On Millionaire Matchmaker [don’t judge me], Patti Stanger made a great comment, Divorced men are the best kept secret.Β I laughed at first, but realized me and my matchmaking mate are on to something.

If a divorced man is interested in marrying again, it ensures one thing: been there, done that, willing to do it again.

I began researching this statement and found that it’s true. There is a 64% greater chance a divorced man will remarry. Except this time, they are specific about the type of bride they desire.

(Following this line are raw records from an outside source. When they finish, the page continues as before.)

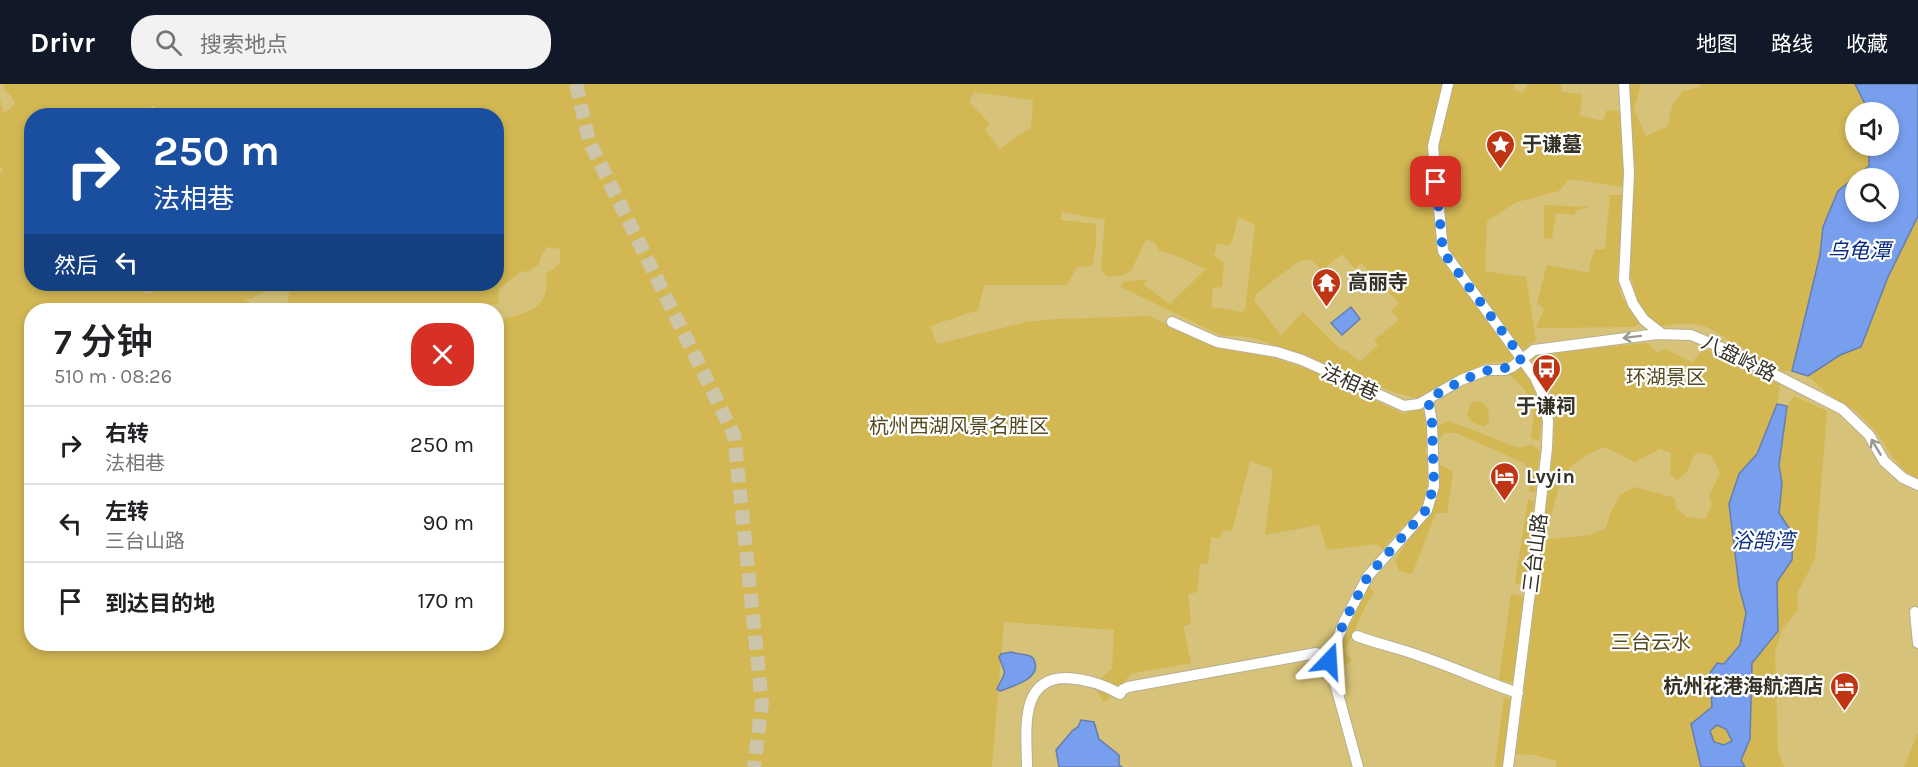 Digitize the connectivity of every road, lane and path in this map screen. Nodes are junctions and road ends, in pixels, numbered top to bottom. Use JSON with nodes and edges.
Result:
{"nodes":[{"id":1,"x":1448,"y":84,"type":"edge"},
{"id":2,"x":1624,"y":84,"type":"edge"},
{"id":3,"x":1172,"y":322,"type":"dead end"},
{"id":4,"x":1662,"y":334,"type":"junction"},
{"id":5,"x":1522,"y":358,"type":"junction"},
{"id":6,"x":1428,"y":399,"type":"junction"},
{"id":7,"x":1918,"y":485,"type":"edge"},
{"id":8,"x":1915,"y":612,"type":"dead end"},
{"id":9,"x":1357,"y":636,"type":"dead end"},
{"id":10,"x":1918,"y":643,"type":"edge"},
{"id":11,"x":1330,"y":657,"type":"junction"},
{"id":12,"x":1518,"y":693,"type":"junction"},
{"id":13,"x":1027,"y":767,"type":"edge"},
{"id":14,"x":1358,"y":767,"type":"edge"},
{"id":15,"x":1508,"y":767,"type":"edge"}],
"edges":[{"from":1,"to":5,"type":"street","name":"三台山路"},
{"from":2,"to":4,"type":"street"},
{"from":3,"to":6,"type":"street","name":"法相巷"},
{"from":4,"to":5,"type":"street","name":"八盘岭路","one_way":true},
{"from":7,"to":4,"type":"street","name":"八盘岭路","one_way":true},
{"from":5,"to":6,"type":"street","name":"法相巷"},
{"from":5,"to":12,"type":"street","name":"三台山路"},
{"from":6,"to":11,"type":"street"},
{"from":8,"to":10,"type":"street"},
{"from":9,"to":12,"type":"street"},
{"from":11,"to":13,"type":"street"},
{"from":11,"to":14,"type":"street"},
{"from":12,"to":15,"type":"street","name":"三台山路"}]} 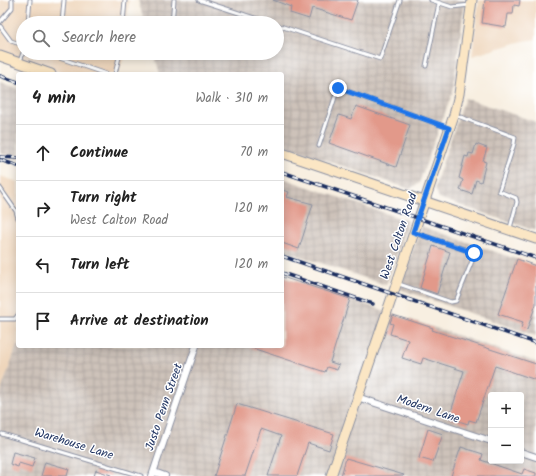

The first time around, it’s a chemistry experiment with flasks, beakers, and imbalanced litmus tests. Though I do not advocate or endorse divorce, there are a few cases which grace is extended and God can restore the years that the proverbial locust has eaten.*

Getting married for the first time is ideal and better and lovely and new. But it does come with it’s own set of issues. Marrying someone who has been to the circus before understands what it takes to survive in the freak show. I’ve listed some benefits in case some single women out there are wondering if dating a pre-owned man is the route to take.**

  • He’s been to war [read: divorce] and realized it was not fun. He—here’s the benefit—probably won’t go there again. Win.
  • The likelihood of him understanding children and/or wanting children is higher. And, if you aren’t planning on having children, then it’s taken care of by the woman before you. Win.
  • He’s domesticated which means he knows how to do laundry and cook. Otherwise he would have starved half-naked wondering how to boil water.
  • He’s seen the body of a woman after giving birth. Win.
  • He understands mood swings, chocolate cravings, chick flicks, and the need for make up. Win. Win. Win.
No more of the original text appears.